Exercise requirements:
If a line in the listing below includes the word "Paraíso", pick it out.

Available data:
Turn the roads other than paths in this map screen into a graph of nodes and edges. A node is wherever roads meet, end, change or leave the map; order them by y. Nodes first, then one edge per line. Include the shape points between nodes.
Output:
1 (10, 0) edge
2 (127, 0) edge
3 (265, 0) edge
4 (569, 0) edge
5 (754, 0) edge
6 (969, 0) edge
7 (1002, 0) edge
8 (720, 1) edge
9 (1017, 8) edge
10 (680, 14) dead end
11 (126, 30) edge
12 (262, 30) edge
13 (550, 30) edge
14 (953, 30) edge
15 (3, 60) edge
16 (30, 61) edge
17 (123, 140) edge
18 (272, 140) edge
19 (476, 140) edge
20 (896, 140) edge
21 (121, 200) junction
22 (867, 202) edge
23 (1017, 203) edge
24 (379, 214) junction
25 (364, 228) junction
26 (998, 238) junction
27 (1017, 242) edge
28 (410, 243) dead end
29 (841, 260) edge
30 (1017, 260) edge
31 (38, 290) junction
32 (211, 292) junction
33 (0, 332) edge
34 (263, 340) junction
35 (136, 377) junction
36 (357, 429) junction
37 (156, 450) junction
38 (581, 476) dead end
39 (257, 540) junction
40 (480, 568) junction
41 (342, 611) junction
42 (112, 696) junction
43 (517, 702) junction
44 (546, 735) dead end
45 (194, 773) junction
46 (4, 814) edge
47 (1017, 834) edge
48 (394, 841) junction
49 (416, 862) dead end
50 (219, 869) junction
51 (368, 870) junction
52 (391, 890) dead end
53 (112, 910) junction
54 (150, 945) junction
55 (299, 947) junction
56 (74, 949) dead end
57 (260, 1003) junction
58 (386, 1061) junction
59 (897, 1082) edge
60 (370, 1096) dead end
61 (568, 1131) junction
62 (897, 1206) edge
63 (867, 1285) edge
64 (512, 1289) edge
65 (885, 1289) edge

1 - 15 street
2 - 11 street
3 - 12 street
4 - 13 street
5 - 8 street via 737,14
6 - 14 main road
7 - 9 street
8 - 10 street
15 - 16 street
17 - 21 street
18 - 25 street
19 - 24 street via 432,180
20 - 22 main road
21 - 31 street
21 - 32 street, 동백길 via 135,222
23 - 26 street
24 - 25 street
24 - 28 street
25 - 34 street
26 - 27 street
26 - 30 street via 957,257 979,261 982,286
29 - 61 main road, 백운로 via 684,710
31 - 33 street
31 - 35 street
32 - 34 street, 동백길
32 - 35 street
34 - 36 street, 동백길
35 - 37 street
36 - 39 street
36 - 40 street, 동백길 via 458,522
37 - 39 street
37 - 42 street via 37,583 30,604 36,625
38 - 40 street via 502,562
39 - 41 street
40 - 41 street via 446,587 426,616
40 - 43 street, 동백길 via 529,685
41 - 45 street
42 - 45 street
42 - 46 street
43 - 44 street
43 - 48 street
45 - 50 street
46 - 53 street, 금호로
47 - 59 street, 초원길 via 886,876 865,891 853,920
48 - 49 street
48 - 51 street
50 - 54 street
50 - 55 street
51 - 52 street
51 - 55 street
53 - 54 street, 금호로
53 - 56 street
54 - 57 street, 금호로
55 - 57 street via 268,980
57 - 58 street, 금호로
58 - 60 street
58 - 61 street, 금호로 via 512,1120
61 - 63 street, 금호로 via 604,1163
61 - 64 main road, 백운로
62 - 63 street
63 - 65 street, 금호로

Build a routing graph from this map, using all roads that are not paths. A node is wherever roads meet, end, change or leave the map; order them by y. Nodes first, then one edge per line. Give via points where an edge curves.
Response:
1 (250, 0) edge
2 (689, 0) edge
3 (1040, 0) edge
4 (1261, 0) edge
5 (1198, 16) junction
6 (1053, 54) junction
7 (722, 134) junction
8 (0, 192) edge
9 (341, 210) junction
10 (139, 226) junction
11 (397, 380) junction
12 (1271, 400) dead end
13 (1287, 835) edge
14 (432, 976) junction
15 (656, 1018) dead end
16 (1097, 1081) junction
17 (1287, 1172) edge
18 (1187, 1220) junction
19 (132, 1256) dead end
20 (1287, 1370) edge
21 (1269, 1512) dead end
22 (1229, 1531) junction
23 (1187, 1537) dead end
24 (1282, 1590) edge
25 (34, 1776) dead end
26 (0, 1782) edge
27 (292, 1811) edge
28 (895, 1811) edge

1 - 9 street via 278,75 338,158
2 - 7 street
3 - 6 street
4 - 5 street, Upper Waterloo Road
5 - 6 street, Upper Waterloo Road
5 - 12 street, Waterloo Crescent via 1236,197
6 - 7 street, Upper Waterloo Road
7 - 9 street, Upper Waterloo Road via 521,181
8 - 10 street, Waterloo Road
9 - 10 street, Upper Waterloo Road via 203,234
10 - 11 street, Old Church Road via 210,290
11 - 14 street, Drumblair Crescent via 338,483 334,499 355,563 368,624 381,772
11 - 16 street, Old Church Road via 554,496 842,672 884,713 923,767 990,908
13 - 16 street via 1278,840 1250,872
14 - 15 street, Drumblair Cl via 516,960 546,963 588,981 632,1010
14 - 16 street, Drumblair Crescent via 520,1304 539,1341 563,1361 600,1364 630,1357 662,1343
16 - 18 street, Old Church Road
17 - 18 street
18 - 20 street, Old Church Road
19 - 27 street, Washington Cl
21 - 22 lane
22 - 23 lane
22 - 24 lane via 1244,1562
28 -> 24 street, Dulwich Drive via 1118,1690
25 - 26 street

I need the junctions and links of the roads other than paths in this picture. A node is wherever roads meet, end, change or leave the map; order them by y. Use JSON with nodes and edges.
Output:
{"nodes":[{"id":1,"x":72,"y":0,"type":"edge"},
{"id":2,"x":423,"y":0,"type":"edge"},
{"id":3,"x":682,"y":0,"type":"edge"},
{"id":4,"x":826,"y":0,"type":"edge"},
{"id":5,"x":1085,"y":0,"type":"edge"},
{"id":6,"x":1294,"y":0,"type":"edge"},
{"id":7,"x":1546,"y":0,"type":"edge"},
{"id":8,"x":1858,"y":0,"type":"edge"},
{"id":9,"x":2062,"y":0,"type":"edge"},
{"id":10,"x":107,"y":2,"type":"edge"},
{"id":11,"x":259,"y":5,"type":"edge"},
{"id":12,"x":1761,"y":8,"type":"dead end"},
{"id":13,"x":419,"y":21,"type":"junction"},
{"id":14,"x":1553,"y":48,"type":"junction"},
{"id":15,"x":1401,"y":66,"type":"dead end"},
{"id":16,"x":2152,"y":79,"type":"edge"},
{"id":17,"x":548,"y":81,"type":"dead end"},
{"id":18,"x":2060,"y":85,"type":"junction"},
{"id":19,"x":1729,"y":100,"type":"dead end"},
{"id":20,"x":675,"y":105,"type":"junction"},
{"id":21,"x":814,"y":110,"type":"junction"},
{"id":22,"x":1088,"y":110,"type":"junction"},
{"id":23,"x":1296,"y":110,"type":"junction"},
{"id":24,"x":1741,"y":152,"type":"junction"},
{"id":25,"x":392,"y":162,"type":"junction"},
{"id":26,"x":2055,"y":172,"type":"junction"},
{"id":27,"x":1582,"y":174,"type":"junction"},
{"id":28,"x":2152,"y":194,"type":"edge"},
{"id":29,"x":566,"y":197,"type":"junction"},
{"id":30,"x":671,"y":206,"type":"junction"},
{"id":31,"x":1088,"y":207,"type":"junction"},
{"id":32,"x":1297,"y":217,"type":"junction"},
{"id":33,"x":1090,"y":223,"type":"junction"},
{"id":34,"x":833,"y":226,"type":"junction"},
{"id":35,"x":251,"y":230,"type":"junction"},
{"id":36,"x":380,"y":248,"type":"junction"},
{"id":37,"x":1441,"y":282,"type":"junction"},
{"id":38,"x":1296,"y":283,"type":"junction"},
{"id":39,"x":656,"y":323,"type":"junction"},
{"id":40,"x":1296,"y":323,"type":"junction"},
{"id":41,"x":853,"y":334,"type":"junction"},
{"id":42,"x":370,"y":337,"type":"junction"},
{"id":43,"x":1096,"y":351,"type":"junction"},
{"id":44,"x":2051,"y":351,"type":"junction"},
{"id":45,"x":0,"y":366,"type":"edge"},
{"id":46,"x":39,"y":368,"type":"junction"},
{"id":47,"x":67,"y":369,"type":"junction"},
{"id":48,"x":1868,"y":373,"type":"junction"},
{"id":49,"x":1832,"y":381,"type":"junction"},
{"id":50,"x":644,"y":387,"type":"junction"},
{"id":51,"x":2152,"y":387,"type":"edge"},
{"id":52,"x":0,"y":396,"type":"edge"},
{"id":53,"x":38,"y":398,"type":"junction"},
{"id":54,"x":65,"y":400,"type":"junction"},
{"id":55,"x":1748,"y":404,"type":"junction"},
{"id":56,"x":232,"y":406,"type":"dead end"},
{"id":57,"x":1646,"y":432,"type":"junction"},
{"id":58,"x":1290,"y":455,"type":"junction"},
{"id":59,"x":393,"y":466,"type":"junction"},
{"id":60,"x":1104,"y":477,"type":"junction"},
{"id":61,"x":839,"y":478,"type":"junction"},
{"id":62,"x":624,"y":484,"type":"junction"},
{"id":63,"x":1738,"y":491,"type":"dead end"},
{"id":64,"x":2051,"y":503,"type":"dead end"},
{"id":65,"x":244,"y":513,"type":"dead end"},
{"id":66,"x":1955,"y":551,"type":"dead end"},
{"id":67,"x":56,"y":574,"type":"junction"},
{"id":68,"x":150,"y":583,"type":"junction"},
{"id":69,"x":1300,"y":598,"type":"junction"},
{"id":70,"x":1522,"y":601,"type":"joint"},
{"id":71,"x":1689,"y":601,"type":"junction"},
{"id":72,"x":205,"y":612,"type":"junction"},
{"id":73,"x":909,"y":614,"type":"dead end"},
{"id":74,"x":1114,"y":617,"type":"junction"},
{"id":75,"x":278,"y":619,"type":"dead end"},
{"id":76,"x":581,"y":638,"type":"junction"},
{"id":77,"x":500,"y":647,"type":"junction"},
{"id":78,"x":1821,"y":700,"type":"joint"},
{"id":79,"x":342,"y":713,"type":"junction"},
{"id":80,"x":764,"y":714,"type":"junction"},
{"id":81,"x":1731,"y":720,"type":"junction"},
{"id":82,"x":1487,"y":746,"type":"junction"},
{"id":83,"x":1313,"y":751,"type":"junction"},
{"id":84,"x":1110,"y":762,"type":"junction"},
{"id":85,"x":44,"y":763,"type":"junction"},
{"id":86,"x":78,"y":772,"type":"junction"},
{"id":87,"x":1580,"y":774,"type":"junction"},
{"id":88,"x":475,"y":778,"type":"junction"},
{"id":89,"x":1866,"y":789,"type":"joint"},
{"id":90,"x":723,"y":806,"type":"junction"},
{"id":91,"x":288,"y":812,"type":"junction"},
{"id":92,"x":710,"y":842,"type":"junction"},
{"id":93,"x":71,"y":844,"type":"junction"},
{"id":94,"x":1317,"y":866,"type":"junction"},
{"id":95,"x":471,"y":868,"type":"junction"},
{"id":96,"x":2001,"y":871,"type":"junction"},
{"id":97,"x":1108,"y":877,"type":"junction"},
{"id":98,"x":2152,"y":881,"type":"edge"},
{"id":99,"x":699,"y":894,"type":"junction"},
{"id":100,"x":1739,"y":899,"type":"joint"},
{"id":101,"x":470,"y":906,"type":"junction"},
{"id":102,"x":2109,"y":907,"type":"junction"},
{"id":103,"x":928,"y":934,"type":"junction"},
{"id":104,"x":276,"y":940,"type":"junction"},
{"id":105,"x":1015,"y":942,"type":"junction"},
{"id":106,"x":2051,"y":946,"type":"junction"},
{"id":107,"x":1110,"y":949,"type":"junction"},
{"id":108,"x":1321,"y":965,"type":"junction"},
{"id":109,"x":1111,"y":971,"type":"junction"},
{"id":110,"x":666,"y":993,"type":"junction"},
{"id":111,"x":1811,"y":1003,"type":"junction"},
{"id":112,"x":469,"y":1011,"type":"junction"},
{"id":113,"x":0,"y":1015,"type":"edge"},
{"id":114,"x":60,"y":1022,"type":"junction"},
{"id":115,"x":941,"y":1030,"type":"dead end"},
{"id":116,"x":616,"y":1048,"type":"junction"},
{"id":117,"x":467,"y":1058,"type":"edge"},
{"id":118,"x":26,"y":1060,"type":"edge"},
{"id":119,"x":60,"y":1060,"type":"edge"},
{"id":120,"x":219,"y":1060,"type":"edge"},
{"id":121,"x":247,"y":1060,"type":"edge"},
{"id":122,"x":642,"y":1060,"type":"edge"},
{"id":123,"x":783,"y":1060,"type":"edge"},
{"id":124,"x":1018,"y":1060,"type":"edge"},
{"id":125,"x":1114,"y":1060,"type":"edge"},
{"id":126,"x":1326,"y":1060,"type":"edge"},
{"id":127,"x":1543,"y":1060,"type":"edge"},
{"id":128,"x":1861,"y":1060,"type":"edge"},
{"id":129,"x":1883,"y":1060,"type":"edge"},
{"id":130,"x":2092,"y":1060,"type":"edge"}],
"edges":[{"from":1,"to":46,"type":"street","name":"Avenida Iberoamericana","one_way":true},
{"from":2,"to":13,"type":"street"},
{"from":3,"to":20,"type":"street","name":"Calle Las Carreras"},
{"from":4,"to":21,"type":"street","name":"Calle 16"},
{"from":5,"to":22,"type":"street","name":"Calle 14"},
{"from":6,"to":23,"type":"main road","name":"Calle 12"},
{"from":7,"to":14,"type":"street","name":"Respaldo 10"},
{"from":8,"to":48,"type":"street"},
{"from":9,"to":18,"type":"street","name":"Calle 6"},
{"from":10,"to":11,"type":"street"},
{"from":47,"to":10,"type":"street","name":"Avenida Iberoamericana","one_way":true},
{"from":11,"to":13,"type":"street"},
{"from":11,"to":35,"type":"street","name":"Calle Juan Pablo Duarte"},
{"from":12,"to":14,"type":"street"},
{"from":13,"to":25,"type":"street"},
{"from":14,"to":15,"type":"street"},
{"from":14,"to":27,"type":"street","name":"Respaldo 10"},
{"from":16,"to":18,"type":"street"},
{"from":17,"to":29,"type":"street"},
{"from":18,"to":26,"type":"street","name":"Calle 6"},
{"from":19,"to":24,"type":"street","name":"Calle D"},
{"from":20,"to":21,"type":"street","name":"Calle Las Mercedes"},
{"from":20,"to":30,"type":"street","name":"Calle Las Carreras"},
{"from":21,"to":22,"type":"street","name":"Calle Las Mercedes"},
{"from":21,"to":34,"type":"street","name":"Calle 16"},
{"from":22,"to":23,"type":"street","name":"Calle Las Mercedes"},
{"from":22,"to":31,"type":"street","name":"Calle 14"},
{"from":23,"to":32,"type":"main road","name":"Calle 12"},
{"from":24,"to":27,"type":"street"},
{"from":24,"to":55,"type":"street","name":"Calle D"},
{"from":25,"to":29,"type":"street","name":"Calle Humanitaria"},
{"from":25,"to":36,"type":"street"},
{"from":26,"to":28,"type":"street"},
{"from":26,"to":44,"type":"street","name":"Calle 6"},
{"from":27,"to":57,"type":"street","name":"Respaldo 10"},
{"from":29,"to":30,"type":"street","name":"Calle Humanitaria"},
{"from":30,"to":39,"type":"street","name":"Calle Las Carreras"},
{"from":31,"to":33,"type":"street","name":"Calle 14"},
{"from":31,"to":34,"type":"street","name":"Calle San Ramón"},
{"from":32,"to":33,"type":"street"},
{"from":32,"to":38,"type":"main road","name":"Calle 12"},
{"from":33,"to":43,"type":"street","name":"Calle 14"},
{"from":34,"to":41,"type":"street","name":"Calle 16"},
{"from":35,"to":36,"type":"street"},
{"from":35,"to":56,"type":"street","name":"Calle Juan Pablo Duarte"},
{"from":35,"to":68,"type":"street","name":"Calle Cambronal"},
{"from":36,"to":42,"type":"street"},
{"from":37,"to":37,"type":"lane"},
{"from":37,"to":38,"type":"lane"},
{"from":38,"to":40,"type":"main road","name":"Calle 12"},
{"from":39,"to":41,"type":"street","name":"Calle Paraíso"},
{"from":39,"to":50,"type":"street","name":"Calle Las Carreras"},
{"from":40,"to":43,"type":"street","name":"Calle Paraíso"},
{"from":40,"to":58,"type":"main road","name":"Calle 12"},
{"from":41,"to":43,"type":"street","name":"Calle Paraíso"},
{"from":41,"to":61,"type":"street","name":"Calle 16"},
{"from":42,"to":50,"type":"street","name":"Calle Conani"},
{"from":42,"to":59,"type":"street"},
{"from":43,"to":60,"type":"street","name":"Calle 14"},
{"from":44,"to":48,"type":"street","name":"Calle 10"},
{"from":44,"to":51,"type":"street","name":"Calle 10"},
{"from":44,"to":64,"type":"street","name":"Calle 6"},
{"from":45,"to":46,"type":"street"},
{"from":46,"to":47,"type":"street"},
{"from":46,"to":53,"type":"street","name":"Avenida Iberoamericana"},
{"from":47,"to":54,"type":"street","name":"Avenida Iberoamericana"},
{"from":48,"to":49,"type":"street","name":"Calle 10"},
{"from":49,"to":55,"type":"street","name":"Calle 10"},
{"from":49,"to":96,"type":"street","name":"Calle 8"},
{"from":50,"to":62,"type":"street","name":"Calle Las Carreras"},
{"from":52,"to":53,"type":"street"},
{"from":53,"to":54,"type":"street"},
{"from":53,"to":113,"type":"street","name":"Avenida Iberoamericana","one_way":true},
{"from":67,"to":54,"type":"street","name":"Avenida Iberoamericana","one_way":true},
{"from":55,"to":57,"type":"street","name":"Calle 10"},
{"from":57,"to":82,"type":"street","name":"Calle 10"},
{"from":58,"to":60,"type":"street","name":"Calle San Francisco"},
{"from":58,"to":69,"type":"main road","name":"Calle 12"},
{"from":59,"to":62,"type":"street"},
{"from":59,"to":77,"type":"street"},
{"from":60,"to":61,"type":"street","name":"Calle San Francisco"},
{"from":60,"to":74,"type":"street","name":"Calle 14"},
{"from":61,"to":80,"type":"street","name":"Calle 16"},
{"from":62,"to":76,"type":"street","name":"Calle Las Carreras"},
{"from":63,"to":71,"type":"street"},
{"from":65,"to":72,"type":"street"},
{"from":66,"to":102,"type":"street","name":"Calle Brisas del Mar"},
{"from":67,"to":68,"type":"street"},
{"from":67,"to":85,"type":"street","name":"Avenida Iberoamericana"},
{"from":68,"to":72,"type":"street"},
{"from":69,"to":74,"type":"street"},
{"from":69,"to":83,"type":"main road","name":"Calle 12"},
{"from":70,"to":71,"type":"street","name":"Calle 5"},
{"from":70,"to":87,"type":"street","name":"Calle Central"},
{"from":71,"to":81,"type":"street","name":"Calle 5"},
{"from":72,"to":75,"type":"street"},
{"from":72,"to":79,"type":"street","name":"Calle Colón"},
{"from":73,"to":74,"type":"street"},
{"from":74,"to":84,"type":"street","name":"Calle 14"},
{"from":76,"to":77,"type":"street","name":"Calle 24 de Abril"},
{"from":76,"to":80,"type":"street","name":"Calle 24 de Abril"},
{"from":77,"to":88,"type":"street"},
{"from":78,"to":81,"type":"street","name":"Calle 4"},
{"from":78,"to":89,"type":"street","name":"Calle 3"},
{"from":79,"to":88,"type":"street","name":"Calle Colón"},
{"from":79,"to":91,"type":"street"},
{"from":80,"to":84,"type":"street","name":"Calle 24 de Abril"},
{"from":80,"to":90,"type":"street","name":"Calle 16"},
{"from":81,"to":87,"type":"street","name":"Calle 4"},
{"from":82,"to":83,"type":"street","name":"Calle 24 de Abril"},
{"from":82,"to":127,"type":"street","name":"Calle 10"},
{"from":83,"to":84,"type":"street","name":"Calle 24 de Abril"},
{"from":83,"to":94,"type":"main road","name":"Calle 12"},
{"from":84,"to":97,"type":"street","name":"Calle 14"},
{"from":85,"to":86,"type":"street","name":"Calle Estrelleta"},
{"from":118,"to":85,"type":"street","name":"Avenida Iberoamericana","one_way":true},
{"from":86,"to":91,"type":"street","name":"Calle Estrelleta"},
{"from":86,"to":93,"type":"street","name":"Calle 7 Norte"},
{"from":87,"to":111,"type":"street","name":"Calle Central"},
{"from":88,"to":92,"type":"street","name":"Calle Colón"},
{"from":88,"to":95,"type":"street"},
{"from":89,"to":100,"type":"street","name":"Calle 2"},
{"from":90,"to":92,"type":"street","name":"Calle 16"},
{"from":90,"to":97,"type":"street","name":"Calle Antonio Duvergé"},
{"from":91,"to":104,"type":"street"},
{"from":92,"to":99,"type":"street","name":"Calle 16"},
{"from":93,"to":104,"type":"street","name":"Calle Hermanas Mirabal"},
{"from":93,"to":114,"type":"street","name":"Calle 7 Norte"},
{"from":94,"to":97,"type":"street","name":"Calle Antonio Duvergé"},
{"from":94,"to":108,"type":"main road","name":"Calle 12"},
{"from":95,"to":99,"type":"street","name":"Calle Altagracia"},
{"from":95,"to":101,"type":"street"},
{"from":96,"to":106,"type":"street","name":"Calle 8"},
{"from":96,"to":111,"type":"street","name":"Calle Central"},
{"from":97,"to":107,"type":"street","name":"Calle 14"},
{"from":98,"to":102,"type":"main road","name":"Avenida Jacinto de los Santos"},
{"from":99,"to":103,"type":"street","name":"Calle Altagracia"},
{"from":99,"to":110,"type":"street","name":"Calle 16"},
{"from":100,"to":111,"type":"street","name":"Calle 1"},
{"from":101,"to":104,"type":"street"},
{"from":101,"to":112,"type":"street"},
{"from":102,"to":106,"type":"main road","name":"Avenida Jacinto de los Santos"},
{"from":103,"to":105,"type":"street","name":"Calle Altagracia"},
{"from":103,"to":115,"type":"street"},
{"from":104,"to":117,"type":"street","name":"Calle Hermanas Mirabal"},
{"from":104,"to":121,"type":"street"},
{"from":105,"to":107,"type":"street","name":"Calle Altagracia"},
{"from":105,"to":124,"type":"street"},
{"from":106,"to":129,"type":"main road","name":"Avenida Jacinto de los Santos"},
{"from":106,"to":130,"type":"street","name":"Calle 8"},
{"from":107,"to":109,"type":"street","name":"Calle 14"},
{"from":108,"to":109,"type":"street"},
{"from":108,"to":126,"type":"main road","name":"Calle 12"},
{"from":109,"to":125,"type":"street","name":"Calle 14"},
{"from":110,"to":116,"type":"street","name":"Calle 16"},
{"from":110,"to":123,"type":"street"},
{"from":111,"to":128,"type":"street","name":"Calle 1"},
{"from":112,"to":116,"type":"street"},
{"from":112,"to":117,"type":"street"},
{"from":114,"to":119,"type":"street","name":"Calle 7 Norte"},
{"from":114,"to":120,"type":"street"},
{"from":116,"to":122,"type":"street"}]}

Response to this task:
{"from":39,"to":41,"type":"street","name":"Calle Paraíso"},
{"from":40,"to":43,"type":"street","name":"Calle Paraíso"},
{"from":41,"to":43,"type":"street","name":"Calle Paraíso"},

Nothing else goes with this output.